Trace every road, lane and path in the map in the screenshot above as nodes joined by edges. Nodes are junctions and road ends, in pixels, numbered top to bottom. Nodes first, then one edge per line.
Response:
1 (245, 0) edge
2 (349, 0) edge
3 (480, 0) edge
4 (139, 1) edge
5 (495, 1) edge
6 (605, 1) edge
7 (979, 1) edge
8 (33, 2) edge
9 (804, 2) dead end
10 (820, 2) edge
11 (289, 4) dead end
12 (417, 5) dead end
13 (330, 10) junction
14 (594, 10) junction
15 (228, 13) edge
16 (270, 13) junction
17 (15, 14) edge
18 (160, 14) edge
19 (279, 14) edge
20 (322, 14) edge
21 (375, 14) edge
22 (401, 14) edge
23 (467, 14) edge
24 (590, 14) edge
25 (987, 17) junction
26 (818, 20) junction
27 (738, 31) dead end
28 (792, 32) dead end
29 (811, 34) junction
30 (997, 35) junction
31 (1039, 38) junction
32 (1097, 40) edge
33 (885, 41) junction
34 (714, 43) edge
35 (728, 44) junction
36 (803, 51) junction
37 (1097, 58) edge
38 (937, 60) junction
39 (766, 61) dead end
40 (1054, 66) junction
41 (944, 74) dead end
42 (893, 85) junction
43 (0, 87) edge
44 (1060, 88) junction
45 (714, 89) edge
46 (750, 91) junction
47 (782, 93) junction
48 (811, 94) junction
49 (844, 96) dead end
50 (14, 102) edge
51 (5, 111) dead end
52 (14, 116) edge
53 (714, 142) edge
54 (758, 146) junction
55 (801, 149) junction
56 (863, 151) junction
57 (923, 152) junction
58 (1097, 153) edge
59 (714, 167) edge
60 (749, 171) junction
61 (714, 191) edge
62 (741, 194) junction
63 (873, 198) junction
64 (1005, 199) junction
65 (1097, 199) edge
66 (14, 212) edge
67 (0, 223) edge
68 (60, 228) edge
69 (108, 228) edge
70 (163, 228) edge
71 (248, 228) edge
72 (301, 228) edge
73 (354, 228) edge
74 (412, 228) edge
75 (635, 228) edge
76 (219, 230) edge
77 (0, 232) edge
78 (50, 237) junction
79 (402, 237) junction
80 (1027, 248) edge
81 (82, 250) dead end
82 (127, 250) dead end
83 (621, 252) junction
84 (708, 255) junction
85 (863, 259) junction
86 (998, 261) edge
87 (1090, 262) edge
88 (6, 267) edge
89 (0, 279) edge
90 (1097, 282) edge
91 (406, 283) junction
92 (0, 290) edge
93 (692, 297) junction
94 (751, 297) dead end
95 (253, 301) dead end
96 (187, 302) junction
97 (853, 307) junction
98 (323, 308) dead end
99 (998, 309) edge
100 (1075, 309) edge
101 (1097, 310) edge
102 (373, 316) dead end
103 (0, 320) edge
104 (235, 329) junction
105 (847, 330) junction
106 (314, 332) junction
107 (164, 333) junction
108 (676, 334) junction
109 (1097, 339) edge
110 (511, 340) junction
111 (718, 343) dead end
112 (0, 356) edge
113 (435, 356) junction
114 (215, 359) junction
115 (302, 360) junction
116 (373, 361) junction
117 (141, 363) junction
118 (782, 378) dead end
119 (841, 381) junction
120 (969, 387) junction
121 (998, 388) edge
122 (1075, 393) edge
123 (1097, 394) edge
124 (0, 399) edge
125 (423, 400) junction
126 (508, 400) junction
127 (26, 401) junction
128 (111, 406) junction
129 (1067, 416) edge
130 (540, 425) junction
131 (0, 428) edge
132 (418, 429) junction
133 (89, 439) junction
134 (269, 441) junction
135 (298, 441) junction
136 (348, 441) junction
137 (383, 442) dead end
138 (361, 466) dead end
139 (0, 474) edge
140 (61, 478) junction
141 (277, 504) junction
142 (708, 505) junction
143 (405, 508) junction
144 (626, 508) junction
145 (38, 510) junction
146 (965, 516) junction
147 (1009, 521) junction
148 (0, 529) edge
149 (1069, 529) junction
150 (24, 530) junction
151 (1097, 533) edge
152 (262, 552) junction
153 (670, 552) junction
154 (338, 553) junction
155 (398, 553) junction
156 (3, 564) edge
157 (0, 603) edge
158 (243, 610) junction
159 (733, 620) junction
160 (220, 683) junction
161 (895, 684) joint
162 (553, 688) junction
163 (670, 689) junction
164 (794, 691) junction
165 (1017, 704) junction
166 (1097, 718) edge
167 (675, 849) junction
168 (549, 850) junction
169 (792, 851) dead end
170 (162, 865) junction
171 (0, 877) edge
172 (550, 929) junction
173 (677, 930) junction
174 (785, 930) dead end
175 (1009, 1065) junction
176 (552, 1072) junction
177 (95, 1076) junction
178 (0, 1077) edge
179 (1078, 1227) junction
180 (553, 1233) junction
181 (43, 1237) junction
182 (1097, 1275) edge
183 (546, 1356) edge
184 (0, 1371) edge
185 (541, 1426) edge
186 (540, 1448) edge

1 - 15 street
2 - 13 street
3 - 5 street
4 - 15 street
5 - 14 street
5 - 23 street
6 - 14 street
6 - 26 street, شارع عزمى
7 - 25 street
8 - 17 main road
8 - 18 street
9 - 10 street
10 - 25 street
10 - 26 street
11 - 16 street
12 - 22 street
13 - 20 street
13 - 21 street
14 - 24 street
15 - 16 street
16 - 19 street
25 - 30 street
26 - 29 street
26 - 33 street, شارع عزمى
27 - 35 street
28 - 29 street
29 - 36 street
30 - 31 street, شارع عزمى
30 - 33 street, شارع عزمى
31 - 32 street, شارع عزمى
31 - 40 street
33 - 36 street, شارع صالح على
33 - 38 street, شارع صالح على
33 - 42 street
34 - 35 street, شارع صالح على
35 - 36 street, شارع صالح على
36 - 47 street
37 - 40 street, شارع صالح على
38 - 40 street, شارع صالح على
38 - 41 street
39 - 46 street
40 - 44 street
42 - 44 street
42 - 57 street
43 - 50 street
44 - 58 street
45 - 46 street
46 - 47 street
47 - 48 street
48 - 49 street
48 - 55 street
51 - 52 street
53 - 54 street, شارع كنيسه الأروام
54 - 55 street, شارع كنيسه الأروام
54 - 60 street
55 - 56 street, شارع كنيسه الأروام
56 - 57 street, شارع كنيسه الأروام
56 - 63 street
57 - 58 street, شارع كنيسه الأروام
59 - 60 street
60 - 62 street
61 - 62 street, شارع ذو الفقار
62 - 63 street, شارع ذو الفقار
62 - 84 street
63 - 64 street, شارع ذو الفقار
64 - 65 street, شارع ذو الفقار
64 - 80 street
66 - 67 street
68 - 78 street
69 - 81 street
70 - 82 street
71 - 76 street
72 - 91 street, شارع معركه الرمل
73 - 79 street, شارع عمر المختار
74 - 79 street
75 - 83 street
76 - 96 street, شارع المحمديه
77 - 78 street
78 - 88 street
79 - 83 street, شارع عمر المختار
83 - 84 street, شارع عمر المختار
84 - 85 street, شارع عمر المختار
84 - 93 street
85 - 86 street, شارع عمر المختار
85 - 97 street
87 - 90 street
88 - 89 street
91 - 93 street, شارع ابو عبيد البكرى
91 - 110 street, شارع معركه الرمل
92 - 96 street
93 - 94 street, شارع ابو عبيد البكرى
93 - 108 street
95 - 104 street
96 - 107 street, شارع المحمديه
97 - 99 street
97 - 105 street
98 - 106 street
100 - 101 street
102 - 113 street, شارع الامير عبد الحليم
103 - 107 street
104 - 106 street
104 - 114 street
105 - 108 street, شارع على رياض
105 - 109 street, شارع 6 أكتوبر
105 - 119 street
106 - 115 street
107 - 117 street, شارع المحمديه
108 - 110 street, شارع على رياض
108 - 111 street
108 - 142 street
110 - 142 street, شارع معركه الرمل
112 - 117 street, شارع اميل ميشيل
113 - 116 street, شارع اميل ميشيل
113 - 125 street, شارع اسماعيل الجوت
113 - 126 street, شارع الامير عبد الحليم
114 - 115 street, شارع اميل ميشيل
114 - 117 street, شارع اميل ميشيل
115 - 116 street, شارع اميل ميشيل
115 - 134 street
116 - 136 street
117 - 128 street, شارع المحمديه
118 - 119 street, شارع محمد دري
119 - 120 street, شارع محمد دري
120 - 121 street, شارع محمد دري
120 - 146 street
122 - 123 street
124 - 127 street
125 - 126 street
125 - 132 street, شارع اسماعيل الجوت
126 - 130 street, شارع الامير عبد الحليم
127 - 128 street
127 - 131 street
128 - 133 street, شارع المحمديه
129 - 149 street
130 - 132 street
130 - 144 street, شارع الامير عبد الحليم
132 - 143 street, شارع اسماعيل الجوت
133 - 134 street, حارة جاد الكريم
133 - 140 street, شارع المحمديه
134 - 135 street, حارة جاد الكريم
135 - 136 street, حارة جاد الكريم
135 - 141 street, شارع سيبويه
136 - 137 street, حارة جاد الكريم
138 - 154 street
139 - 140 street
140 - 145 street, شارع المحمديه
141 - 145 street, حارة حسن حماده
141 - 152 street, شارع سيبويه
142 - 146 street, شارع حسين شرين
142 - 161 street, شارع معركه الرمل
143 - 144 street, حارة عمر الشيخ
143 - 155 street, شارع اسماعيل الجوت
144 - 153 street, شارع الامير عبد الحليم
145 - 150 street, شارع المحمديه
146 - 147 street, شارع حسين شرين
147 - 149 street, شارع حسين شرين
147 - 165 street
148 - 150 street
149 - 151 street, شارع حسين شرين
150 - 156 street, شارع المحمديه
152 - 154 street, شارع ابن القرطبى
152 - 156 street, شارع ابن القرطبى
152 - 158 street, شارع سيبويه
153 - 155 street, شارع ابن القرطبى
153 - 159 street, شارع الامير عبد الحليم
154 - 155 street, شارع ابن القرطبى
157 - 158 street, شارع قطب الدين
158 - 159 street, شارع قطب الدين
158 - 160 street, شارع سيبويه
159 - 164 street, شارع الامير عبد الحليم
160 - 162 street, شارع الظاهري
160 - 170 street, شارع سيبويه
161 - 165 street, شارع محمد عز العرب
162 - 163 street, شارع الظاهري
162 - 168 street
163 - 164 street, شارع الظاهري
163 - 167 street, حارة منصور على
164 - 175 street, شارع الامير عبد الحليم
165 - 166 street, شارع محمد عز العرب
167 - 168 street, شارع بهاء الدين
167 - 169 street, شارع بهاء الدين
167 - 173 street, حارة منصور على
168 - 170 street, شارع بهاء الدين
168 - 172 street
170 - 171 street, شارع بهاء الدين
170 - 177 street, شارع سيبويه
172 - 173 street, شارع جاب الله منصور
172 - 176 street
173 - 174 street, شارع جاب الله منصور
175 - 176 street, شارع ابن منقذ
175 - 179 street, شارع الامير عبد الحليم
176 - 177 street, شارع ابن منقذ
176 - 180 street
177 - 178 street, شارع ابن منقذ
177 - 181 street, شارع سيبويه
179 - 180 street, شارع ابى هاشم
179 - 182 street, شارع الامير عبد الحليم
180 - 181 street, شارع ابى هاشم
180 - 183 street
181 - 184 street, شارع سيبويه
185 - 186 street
========
» **Task objective**: Copy each line in the entries above where "بهاء" turns up.

» **Task result**:
167 - 168 street, شارع بهاء الدين
167 - 169 street, شارع بهاء الدين
168 - 170 street, شارع بهاء الدين
170 - 171 street, شارع بهاء الدين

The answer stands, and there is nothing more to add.